Dibaca dari sisi fiscal, adakah model ini format yang tepat dalam menyerap lapangan kerja ?.

Kiranya hal ini paralel dengan laporan ringkas Asian Development Bank (ADB) semester semester pertama 2015 yang menyatakan:

“….. saat ini pertumbuhan Indonesia masih berada di bawah potensinya. Hal ini adalah akibat dari rendahnya produktivitas modal dan tenaga kerja yang tumbuh lebih lambat dibandingkan negara-negara lain di kawasan ini, serta tingkat inovasi teknologi yang juga relatif rendah.”

Pembangunan infrastruktur oleh Cina yang konon kabarnya sekarang lagi dikoreksi ulang oleh pemerintah ini, tentulah jauh dari esensi kaidah Syariah Islam maupun syariah Pancasila. Kegiatan ekonomi yang menyangkut kebijakan fiscal itu seharusnya menjadi bagian integral dari masyarakat, proses interaksi berdasar pola dan makna sesuai dengan kelembagaan ekonomi di masyarakat, selaras dengan dinamika perubahan kelembagaan dan budaya kerja yang menjadi dasar kehidupan ekonomi masyarakat.

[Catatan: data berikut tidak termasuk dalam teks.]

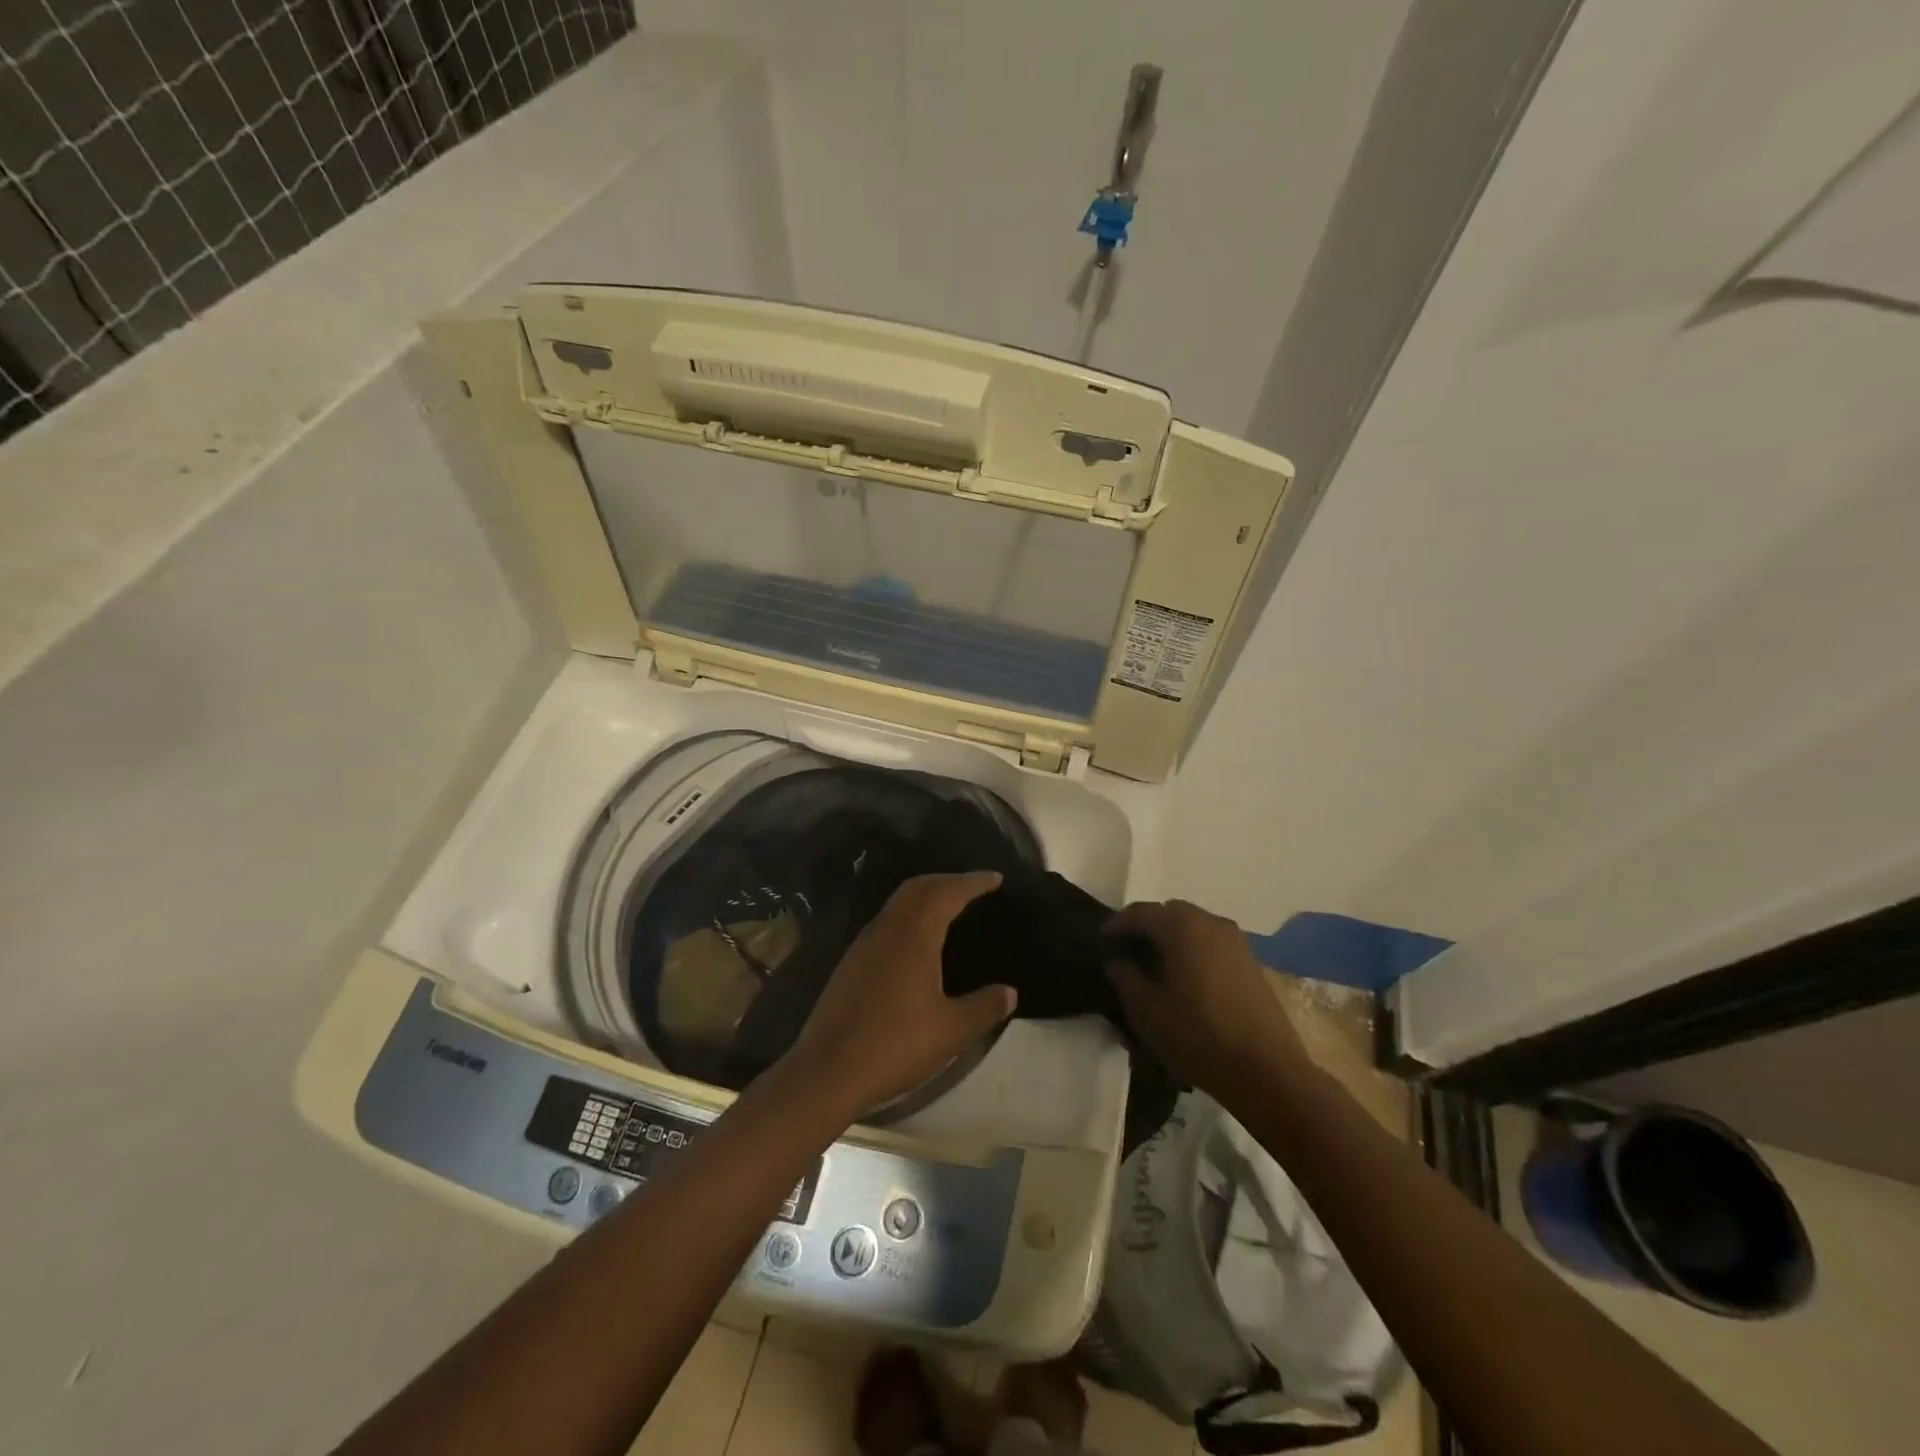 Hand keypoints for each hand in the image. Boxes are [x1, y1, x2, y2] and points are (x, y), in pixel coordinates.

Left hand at [785, 873, 1016, 1120]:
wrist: (828, 1071)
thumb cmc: (895, 1045)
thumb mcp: (951, 1031)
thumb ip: (984, 1007)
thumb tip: (1009, 992)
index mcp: (913, 935)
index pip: (946, 892)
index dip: (972, 882)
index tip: (995, 878)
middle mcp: (886, 929)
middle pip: (918, 888)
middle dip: (948, 881)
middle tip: (974, 886)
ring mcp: (864, 945)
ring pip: (898, 903)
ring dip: (925, 896)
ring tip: (949, 907)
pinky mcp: (850, 963)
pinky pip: (886, 922)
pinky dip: (909, 915)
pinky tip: (916, 941)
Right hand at [1103, 900, 1311, 1099]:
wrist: (1268, 1072)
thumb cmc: (1198, 1037)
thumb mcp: (1146, 1011)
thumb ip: (1124, 977)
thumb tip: (1117, 960)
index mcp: (1182, 927)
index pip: (1140, 912)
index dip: (1117, 924)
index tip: (1102, 940)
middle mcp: (1210, 922)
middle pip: (1169, 913)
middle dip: (1146, 927)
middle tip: (1129, 951)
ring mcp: (1236, 941)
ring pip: (1194, 926)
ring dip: (1172, 937)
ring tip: (1156, 965)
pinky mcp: (1251, 961)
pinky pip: (1212, 942)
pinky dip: (1193, 949)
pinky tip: (1186, 978)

Bukankah amanat UUD 1945 pasal 33 ayat 1 kepada pelaku ekonomi di Indonesia, Pemerintah, Kalangan Pengusaha maupun anggota masyarakat selama hampir 70 tahun ini, menyerukan “Perekonomian disusun sebagai usaha bersama yang berazaskan kekeluargaan”, bukan perekonomian sebagai usaha yang individualis liberalis. Pertumbuhan ekonomi bangsa, pembangunan ekonomi Indonesia pada praktek kenyataannya sejauh ini semakin dideterminasi ideologi kapitalistik liberal ekonomi Neo Klasik, yang diametral dengan konsep ekonomi kekeluargaan, musyawarah & mufakat; dalam bahasa politik disebut ekonomi kerakyatan yang islami.

Metodologi dan Paradigma Dasar

Bertitik tolak dari metodologi, maka pengembangan infrastruktur plus berbasis syariah akan mendorong pertumbuhan ekonomi secara efektif dan efisien jika kebijakan yang diambil bermuatan aspirasi dan memiliki kedekatan dengan masyarakat sebagai “subject pembangunan”; pilihan itu hanya dapat ditempuh dengan paradigma non-positifistic, dengan metodologi dialogis dan dialektis.

Ditingkat operasional, Infrastructure Development & Financial Inclusion yang dibangun secara dialektis adalah mengembangkan modus interaksi dialogis antara lembaga pembiayaan, dengan kuasa pemegang anggaran dengan masyarakat pengguna adalah pilihan kebijakan yang conditio sine qua non (keharusan, mau tidak mau) yang mesti diambil. Daripadanya berlangsung proses hermeneutical [menjelaskan, menterjemahkan, mentafsirkan, interpretasi] dan pertukaran dialektikal ‘konstruksi’ pemahaman melalui penyandingan, pembandingan dan penandingan (= musyawarah, mufakat) yang menghasilkan road map &/ blue print. Dengan mekanisme destilasi atau penjernihan pemahaman ini diperoleh konsensus atau resultante konsep pemahaman aspirasi yang integrated, legitimated, holistic dan humanis (syar’i).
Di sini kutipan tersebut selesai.